[Work task]
Find the string "this" in the data, then copy every line where it is found.

[Provided material]
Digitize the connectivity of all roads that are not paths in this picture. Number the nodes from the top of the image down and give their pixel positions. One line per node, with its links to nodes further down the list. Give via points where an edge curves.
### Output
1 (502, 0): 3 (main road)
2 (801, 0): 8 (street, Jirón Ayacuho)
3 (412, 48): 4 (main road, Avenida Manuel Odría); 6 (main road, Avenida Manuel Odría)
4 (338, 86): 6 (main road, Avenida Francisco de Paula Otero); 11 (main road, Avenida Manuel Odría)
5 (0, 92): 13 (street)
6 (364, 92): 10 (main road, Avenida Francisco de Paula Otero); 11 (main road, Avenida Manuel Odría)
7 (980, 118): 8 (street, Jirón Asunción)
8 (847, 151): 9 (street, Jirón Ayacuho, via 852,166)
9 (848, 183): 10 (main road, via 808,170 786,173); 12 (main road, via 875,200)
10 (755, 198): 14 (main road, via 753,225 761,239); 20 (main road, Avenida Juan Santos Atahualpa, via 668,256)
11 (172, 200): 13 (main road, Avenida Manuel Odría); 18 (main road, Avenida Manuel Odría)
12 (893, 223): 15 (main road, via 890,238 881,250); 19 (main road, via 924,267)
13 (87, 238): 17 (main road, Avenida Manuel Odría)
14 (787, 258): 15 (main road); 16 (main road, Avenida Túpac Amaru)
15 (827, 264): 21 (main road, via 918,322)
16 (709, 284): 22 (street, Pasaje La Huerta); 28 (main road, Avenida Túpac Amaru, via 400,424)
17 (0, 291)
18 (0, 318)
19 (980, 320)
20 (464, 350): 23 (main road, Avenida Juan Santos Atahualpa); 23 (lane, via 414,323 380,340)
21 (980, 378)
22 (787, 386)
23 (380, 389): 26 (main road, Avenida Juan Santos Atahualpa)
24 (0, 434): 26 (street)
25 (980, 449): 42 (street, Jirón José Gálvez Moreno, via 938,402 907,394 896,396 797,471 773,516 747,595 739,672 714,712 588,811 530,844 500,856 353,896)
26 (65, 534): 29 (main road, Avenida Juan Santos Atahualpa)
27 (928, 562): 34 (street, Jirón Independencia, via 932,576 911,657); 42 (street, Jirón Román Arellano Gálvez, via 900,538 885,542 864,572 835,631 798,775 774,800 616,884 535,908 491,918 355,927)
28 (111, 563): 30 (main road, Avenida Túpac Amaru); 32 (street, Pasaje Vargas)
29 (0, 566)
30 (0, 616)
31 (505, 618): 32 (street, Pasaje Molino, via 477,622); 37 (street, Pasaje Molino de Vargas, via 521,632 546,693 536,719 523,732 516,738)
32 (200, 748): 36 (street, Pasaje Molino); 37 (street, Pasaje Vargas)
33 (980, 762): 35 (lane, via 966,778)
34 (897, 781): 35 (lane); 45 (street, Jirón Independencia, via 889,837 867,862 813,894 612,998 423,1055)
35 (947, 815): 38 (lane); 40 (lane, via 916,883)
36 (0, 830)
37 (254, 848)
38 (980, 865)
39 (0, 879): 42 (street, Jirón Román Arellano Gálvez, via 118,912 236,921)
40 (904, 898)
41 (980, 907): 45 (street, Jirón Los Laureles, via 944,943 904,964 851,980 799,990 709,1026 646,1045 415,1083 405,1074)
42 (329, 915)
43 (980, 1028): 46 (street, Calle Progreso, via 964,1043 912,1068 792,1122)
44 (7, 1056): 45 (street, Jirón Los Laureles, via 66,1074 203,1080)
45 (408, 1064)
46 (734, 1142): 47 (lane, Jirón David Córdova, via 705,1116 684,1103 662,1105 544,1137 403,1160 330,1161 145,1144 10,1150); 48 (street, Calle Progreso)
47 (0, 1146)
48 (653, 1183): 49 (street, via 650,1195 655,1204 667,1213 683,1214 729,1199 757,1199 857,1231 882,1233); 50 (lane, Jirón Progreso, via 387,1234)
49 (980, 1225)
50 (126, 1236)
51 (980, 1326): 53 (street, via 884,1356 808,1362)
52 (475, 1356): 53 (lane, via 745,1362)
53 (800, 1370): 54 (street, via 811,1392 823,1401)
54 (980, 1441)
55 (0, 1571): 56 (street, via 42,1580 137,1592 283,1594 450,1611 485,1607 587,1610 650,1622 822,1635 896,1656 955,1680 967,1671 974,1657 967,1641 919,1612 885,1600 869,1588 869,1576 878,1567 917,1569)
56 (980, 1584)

--

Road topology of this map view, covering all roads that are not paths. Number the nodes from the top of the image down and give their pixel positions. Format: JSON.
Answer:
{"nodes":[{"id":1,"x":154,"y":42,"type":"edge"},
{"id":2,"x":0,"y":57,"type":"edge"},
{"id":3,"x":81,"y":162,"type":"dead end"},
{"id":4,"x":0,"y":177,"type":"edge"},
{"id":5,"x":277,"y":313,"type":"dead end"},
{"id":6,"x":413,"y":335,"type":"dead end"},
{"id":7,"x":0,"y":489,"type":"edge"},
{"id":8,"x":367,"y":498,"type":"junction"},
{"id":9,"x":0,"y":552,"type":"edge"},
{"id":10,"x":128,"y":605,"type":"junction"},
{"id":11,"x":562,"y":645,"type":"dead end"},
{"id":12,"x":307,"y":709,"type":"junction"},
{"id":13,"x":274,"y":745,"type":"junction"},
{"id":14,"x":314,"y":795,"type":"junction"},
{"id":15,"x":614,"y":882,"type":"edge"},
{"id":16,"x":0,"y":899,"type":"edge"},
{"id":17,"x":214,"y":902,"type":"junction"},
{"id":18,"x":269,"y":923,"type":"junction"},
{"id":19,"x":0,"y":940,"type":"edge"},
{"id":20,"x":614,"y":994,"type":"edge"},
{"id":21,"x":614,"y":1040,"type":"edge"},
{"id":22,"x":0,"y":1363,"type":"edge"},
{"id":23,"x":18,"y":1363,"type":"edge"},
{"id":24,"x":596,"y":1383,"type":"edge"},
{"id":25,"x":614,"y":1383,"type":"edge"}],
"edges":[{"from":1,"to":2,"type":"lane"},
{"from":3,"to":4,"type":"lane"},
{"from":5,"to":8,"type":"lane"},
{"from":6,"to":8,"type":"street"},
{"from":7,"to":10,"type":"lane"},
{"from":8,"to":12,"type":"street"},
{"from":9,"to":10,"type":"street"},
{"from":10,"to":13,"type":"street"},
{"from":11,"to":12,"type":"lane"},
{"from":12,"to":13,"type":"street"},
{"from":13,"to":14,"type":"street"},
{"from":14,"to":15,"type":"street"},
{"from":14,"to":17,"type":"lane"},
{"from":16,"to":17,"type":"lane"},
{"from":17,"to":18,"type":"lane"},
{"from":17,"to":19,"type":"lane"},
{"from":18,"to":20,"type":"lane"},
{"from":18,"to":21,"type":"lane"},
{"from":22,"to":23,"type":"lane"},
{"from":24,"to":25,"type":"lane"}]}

[Reply to the task]
Digitize the connectivity of all roads that are not paths in this picture. Number the nodes from the top of the image down and give their pixel positions. One line per node, with its links to nodes further down the list. Give via points where an edge curves.
Road topology of this map view, covering all roads that are not paths. Number the nodes from the top of the image down and give their pixel positions. Format: JSON.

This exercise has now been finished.